Hawaii State Department and Health spokeswoman Janice Okubo stated that only people with a "tangible relationship" to a person can access a copy of the person's birth certificate, adding that a 1949 law "was enacted primarily to protect your private information, especially in these days where there's ID theft." Attorney General Mark Bennett said that he had not seen the lawsuit and could not comment on it, but said that according to Hawaii Revised Statutes it is unlawful to release vital records to anyone except individuals listed in state records as having close relations with Obama (that is, a spouse, parents, descendants, or someone with a common ancestor). In regard to a designee representing Obama, Okubo says "If someone from Obama's campaign gave us permission in person and presented some kind of verification that he or she was Obama's designee, we could release the vital record."

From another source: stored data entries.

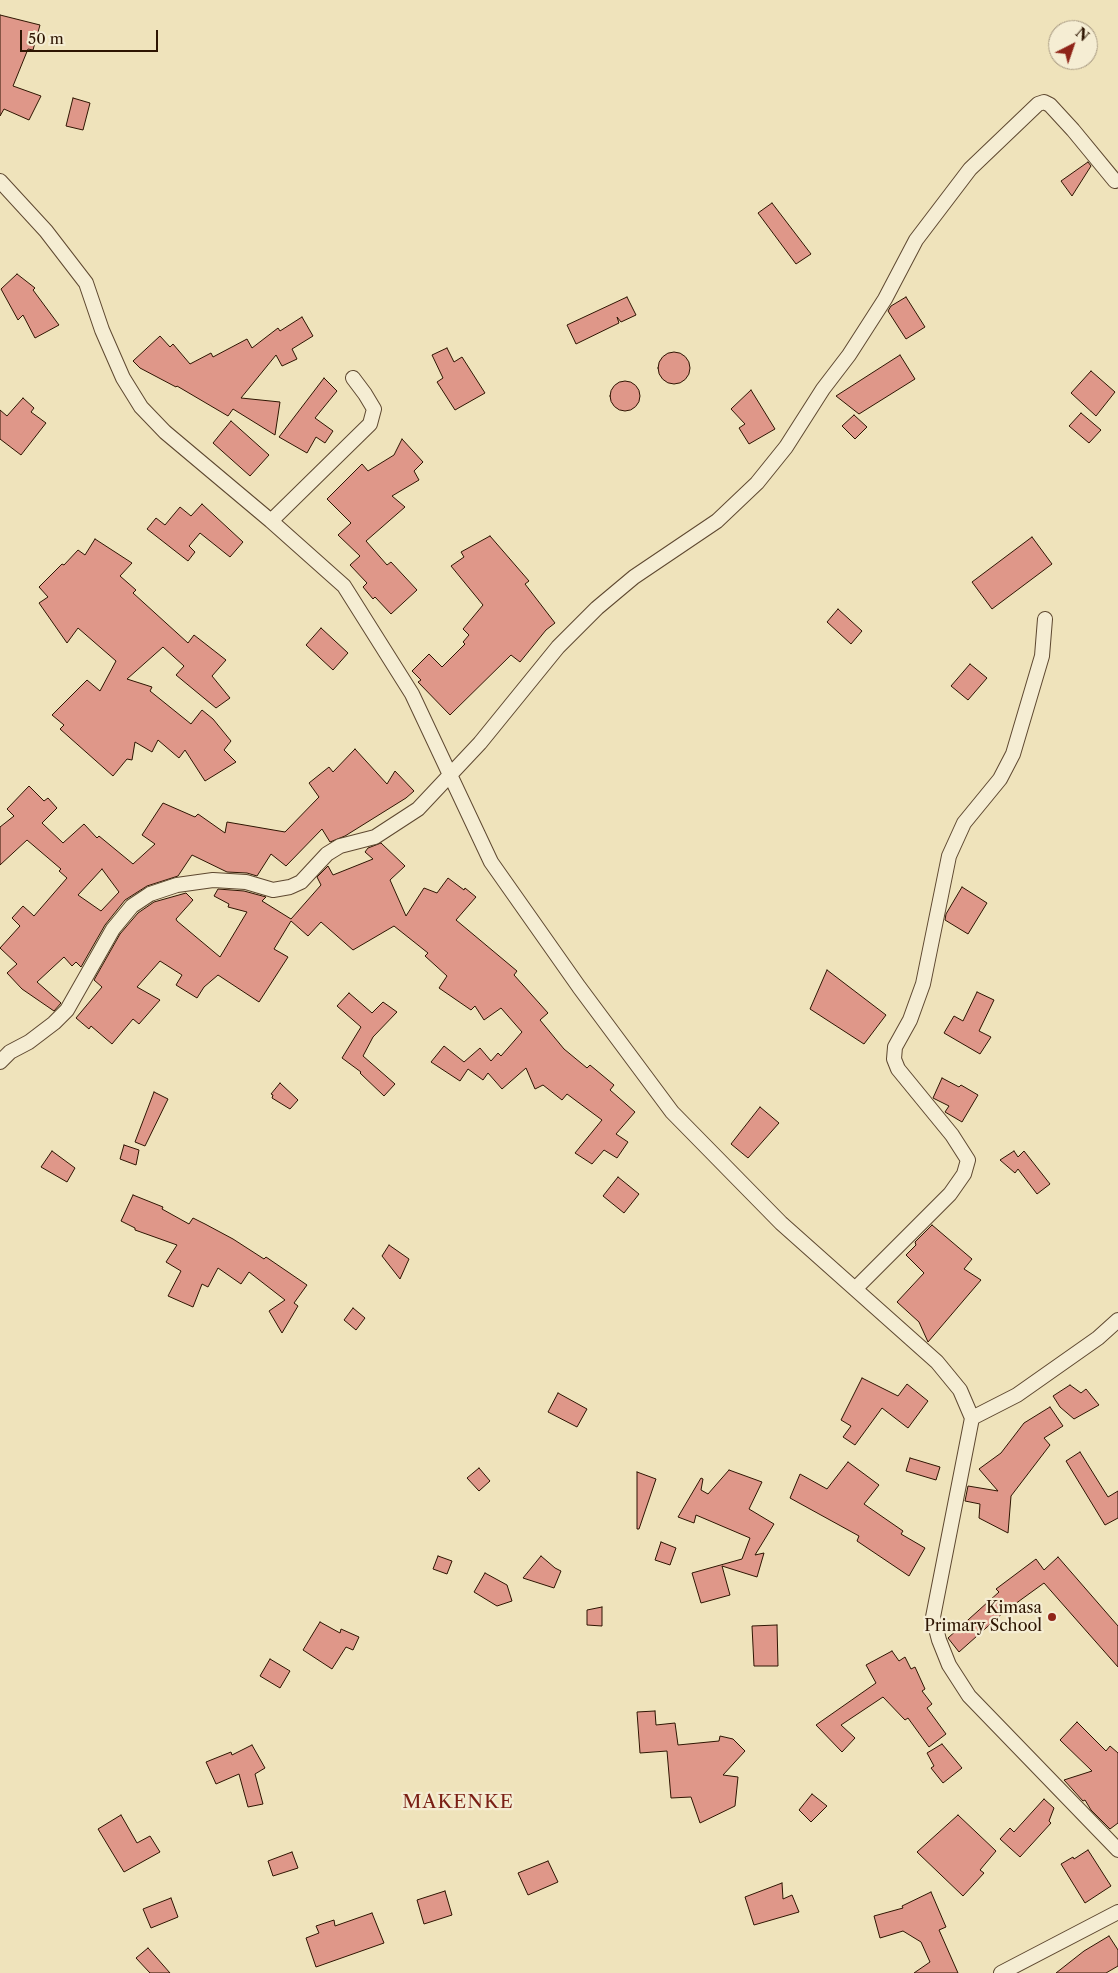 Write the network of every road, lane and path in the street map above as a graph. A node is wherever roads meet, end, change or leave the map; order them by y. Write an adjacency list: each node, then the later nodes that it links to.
1 (0, 181): 4 (street)
2 (1115, 181): 6 (street)
3 (353, 378): 4 (street)
4 (271, 521): 6 (street)
5 (1045, 619): 8 (street)
6 (449, 775): 7 (street); 8 (street)
7 (0, 1062)
8 (855, 1288): 10 (street)
9 (1118, 1320): 10 (street)
10 (972, 1418): 11 (street)
11 (1118, 1850)
12 (1118, 1912): 13 (street)
13 (1001, 1973) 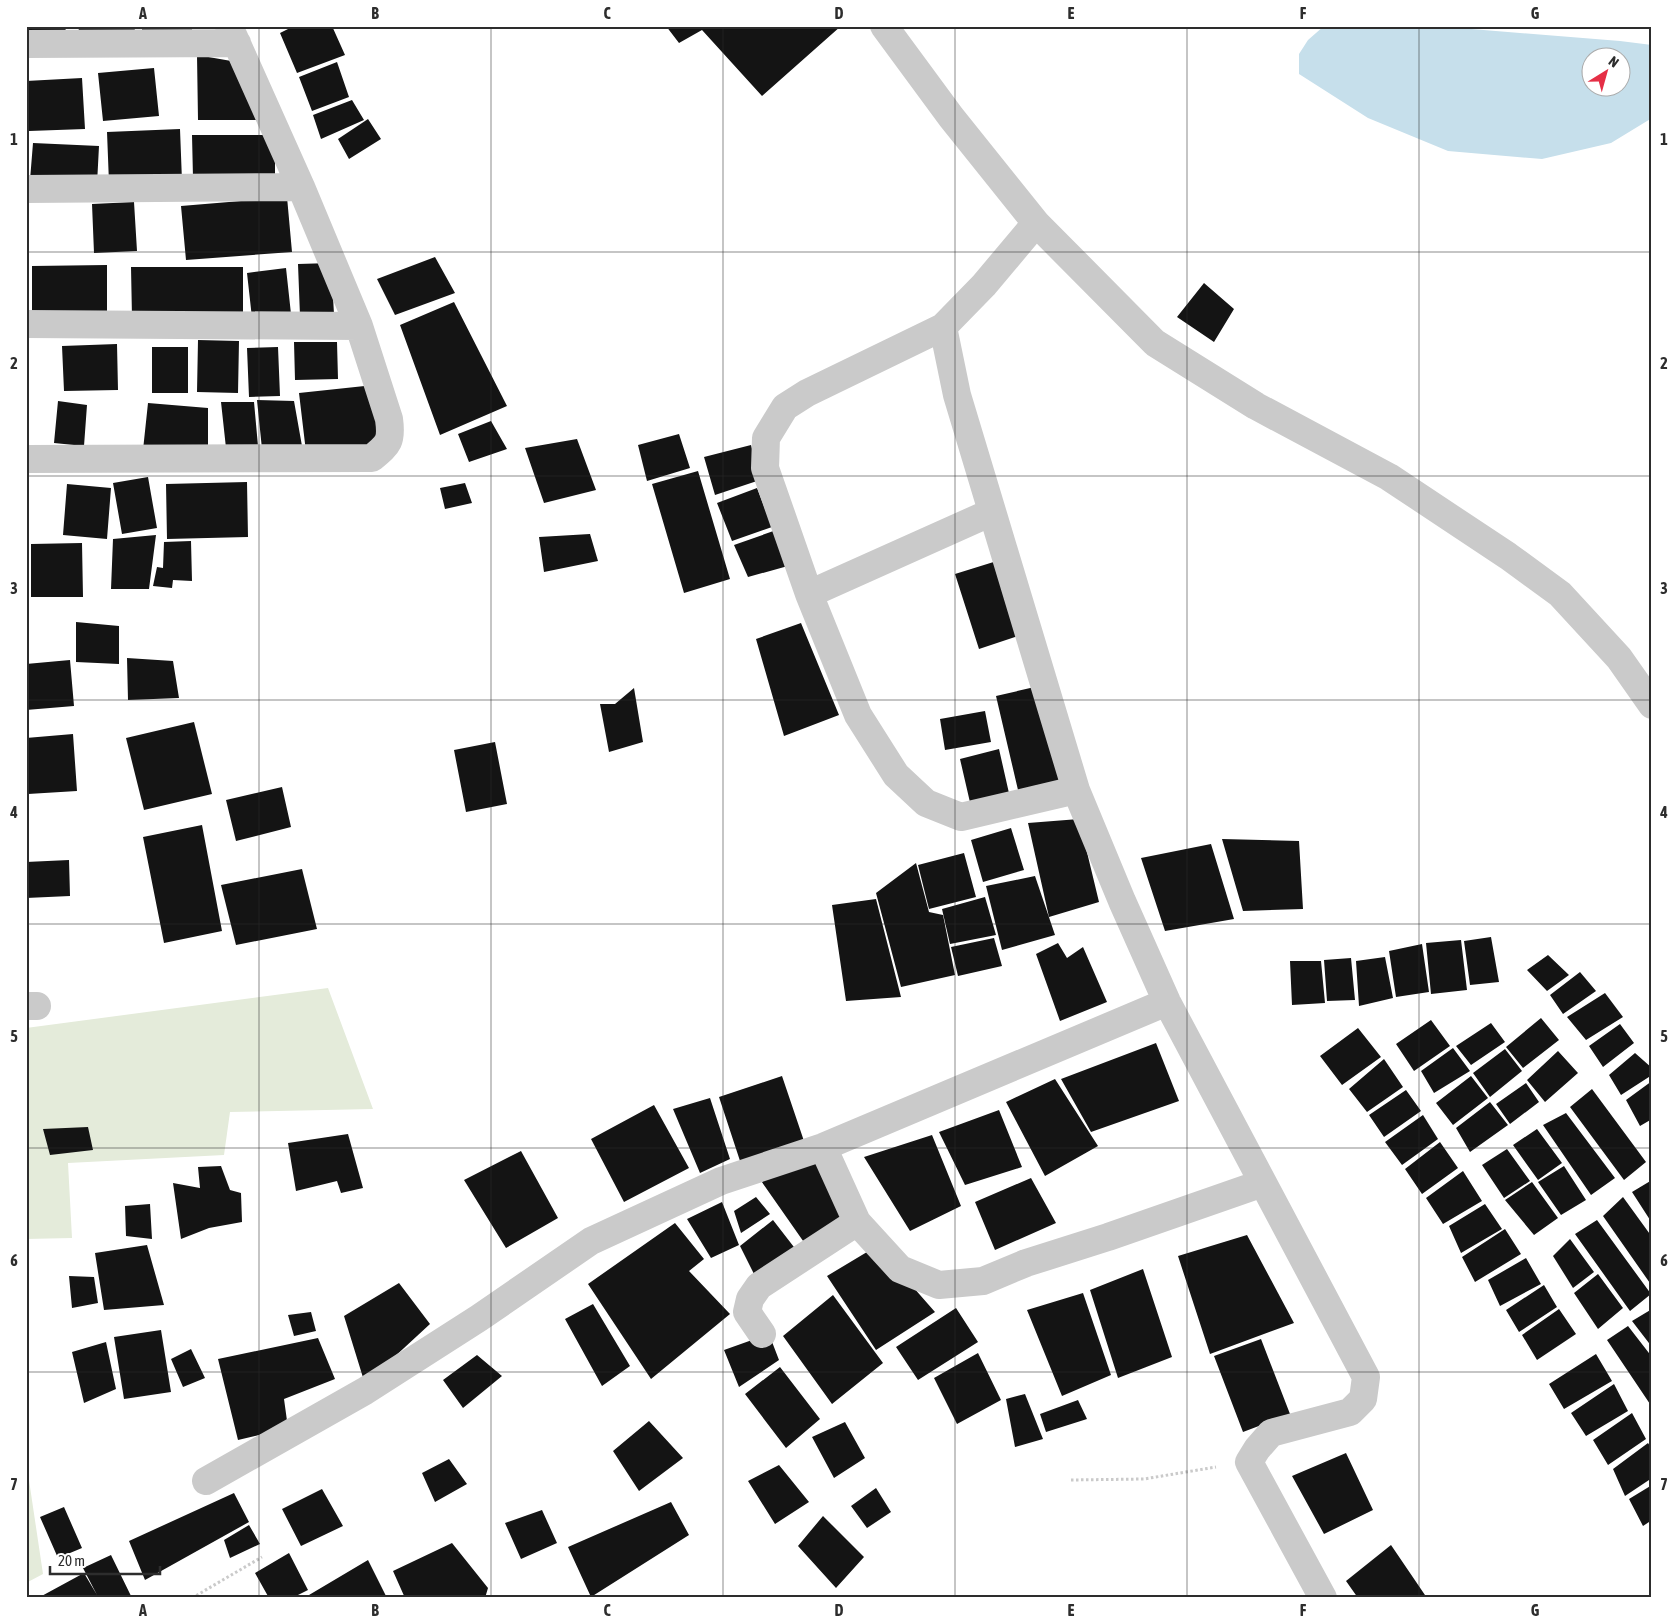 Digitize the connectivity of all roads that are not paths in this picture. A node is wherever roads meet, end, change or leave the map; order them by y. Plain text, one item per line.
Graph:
1 (884, 26) edge
2 (233, 35) edge
3 (26, 44) edge
4 (301, 187) junction
5 (26, 189) edge
6 (1036, 223) junction
7 (26, 324) edge
8 (359, 326) junction
9 (943, 327) junction
10 (26, 459) edge
11 (992, 512) junction
12 (809, 594) junction
13 (1652, 705) edge
14 (1076, 790) junction
15 (1167, 1002) junction
16 (823, 1147) junction
17 (1263, 1183) junction
18 (857, 1222) junction
19 (762, 1334) dead end
20 (206, 1481) dead end
21 (1323, 1598) edge

1 - 6 street
2 - 3 street
2 - 4 street
4 - 5 street
4 - 8 street
6 - 9 street
6 - 13 street
7 - 8 street
8 - 10 street
9 - 11 street
9 - 12 street
11 - 12 street
11 - 14 street
12 - 14 street
14 - 15 street
15 - 16 street
15 - 17 street
16 - 18 street
16 - 20 street
17 - 18 street
17 - 21 street
18 - 19 street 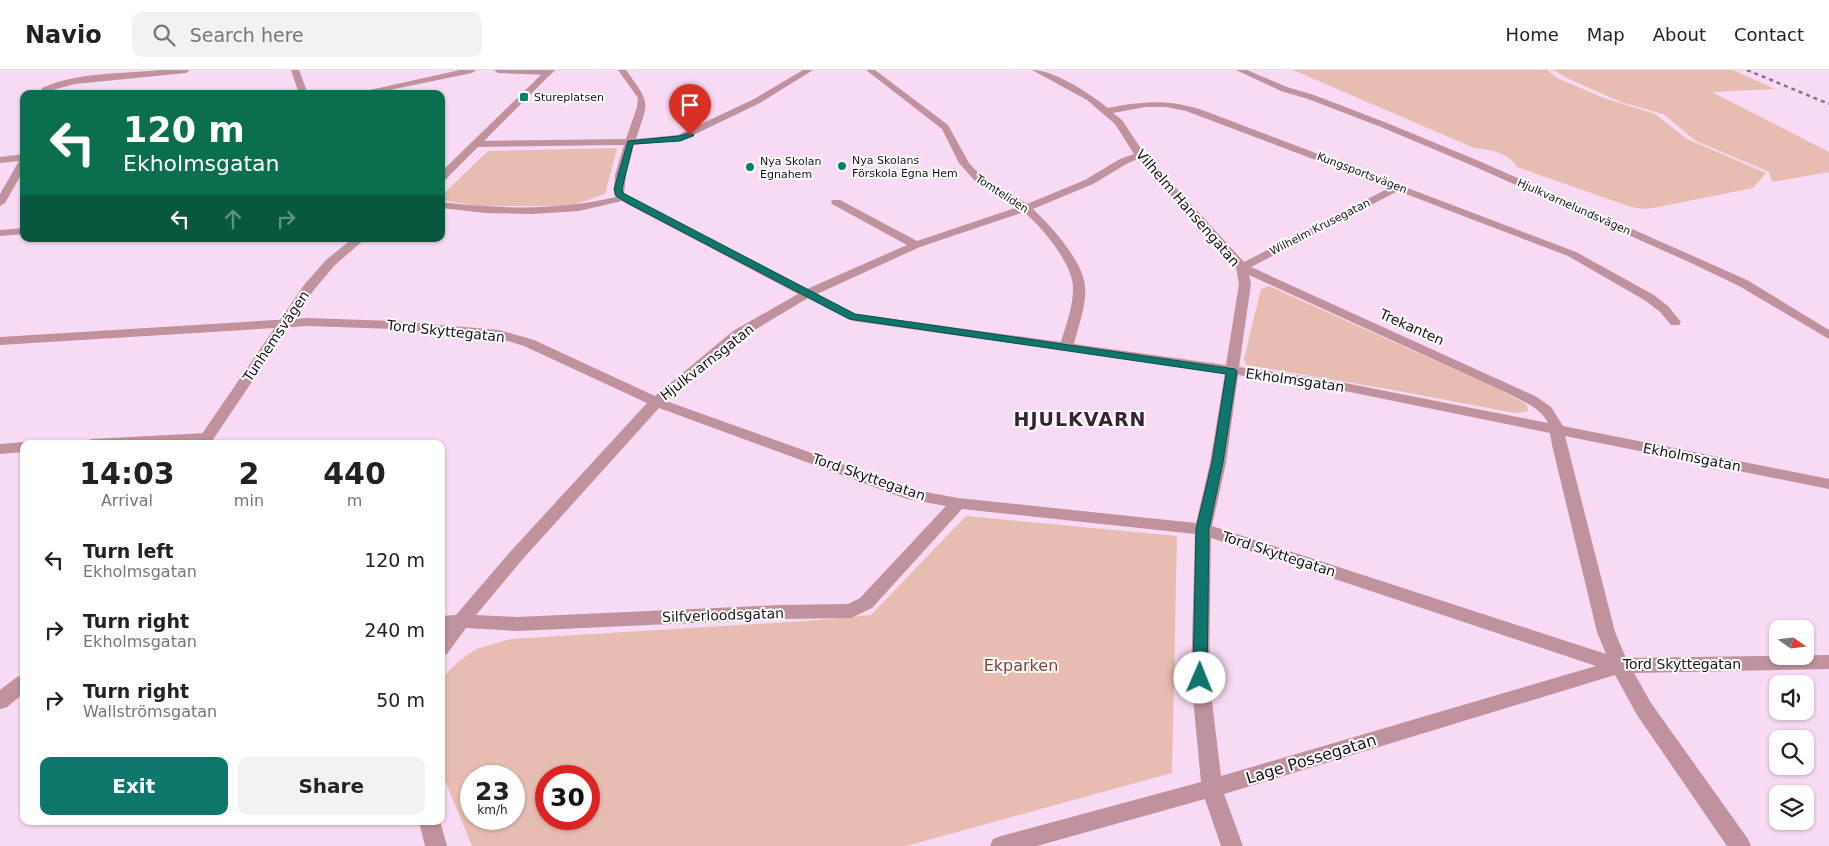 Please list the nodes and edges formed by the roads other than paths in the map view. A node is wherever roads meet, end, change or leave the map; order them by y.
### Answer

On October 22, 2008, in a Honolulu court proceeding overseen by the Honorable Bert I. Ayabe of the First Circuit of the Supreme Court of Hawaii, the court denied Martin's petition for a writ of mandamus to order the release of Obama's vital records. A further hearing was held on November 18. On November 19, the court denied Martin's "emergency motion" and dismissed Martin's lawsuit, based on Martin's lack of legal standing to obtain another person's birth document.

On April 27, 2011, White House staffers gave reporters a copy of the official long-form certificate, and posted a PDF image of the certificate on the White House website. The certificate reconfirmed the information on the official short-form certificate released in 2008, and provided additional details such as the name of the hospital where Obama was born.